Below are some records; copy them word for word and drop the pictures.

═════ DATA SUPPLIED

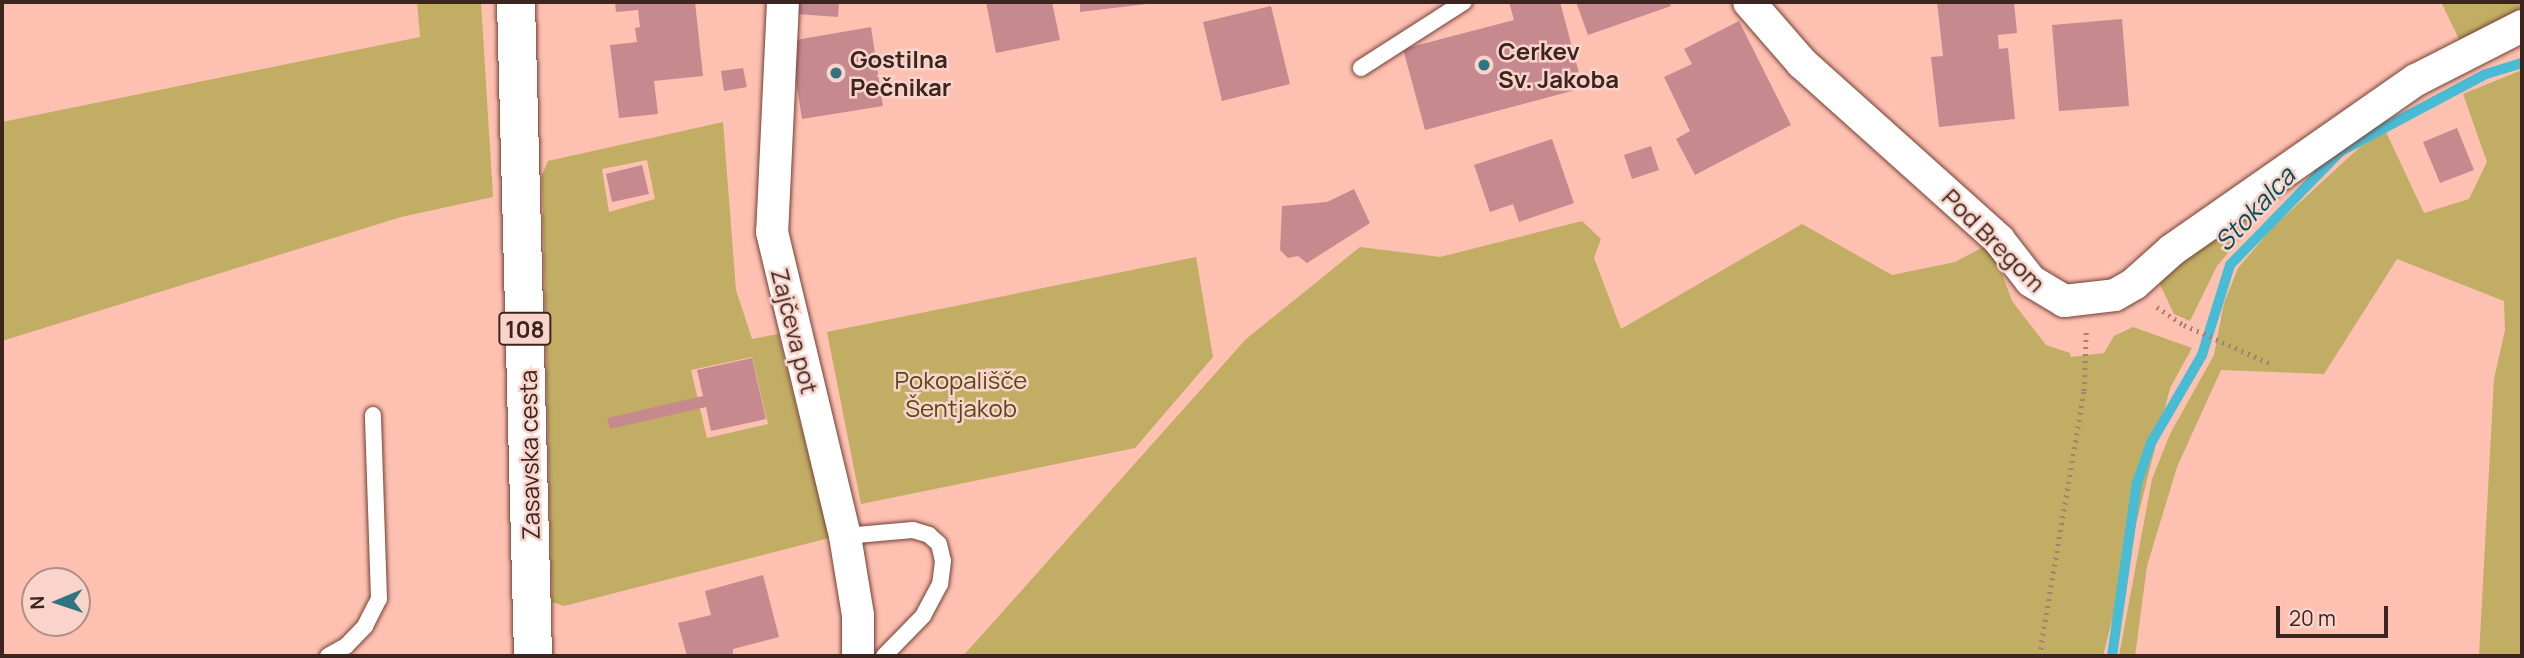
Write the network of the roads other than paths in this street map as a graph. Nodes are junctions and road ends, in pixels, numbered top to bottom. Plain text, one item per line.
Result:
1 (516, 2) edge
2 (783, 2) edge
3 (1464, 2) edge
4 (1749, 2) edge
5 (2522, 26) edge
6 (1360, 68) dead end
7 (373, 415) dead end
8 (845, 536) junction
9 (328, 656) edge
10 (533, 656) edge
11 (858, 656) edge
12 (884, 656) edge

1 - 10 main road, Zasavska cesta / 108
2 - 8 street, Zajčeva pot
3 - 6 lane
4 - 5 street, Pod Bregom
7 - 9 lane
8 - 11 street, Zajčeva pot
8 - 12 lane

══════════

EXERCISE RESULT:
Write the network of the roads other than paths in this street map as a graph. Nodes are junctions and road ends, in pixels, numbered top to bottom. Plain text, one item per line.
Result:
1 (516, 2) edge
2 (783, 2) edge
3 (1464, 2) edge
4 (1749, 2) edge
5 (2522, 26) edge
6 (1360, 68) dead end
7 (373, 415) dead end
8 (845, 536) junction
9 (328, 656) edge
10 (533, 656) edge
11 (858, 656) edge
12 (884, 656) edge

1 - 10 main road, Zasavska cesta / 108
2 - 8 street, Zajčeva pot
3 - 6 lane
4 - 5 street, Pod Bregom
7 - 9 lane
8 - 11 street, Zajčeva pot
8 - 12 lane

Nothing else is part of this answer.